Stored items –
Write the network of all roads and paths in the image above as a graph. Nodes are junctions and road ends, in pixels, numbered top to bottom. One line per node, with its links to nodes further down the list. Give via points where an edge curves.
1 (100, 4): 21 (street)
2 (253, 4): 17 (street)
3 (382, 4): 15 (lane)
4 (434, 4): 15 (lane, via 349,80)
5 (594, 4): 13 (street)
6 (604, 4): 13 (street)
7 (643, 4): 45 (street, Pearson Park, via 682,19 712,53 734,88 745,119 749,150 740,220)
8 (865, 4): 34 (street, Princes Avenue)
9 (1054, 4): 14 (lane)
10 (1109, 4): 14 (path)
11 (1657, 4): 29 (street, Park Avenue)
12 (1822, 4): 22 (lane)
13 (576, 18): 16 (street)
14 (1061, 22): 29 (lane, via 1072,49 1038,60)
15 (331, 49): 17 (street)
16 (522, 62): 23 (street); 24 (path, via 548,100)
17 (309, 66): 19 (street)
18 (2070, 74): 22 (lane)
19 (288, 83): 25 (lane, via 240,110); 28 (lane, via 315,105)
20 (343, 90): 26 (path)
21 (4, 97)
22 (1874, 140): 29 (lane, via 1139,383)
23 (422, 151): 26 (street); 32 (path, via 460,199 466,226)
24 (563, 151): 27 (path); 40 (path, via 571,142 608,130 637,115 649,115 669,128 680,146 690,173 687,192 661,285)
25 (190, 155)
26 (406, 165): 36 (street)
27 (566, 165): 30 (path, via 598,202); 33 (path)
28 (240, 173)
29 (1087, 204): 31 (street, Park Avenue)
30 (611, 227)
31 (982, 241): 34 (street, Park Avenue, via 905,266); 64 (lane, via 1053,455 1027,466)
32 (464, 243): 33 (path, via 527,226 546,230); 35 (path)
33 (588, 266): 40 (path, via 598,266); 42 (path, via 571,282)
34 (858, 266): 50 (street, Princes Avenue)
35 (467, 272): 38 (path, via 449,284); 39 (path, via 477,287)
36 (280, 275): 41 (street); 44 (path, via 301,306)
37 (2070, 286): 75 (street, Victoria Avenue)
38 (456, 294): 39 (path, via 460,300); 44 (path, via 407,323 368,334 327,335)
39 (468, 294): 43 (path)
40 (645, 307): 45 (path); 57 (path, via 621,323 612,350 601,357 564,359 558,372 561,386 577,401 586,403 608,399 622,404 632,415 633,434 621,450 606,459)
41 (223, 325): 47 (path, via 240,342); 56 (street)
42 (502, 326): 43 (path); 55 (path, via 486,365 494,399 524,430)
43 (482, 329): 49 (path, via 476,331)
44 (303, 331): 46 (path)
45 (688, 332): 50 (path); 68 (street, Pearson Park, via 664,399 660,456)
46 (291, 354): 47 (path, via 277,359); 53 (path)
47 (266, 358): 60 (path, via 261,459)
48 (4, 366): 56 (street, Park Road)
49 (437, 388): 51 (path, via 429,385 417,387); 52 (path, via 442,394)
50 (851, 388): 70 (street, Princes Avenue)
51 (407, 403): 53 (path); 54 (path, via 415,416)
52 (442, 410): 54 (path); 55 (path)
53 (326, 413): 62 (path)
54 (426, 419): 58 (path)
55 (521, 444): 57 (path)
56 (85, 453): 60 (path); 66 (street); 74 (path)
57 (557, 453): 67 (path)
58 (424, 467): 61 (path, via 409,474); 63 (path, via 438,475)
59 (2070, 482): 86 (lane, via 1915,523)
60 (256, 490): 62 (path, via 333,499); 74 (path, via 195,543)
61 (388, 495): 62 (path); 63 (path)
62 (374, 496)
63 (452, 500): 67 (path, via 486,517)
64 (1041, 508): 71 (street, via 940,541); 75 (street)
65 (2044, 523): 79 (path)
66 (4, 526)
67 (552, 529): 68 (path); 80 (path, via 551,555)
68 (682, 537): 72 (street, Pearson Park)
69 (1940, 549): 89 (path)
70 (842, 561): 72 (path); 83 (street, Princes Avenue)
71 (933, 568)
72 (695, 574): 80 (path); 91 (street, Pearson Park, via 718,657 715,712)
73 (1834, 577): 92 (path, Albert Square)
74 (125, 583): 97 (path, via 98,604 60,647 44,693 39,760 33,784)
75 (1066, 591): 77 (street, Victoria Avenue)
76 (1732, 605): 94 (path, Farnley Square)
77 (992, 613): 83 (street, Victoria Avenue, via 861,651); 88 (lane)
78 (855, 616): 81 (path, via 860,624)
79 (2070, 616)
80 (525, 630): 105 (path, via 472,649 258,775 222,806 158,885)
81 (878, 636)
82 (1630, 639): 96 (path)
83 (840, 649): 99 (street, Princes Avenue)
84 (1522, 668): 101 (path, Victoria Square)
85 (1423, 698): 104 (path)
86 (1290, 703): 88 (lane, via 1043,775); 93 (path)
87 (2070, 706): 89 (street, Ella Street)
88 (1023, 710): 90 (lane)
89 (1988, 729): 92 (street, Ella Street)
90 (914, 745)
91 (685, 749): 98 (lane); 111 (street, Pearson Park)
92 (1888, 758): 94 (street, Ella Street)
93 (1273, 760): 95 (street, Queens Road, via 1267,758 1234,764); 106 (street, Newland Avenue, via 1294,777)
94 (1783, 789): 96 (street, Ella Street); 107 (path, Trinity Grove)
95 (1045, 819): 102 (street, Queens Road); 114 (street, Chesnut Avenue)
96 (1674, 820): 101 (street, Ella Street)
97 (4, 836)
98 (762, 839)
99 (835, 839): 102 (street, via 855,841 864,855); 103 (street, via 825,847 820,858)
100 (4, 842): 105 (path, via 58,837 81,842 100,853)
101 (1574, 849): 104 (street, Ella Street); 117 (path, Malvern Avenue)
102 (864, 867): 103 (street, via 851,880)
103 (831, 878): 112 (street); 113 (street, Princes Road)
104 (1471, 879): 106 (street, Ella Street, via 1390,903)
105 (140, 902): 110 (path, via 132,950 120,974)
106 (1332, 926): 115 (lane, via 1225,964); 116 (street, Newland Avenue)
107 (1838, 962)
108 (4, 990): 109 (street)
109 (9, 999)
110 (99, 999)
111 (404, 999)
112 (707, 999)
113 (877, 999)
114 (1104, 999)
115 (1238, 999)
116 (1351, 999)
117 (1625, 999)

WORK INSTRUCTIONS – Across the data shown above, how many lines carry the string "Ella"? Reply with the figure by itself.

RESULT OF THE EXERCISE – 7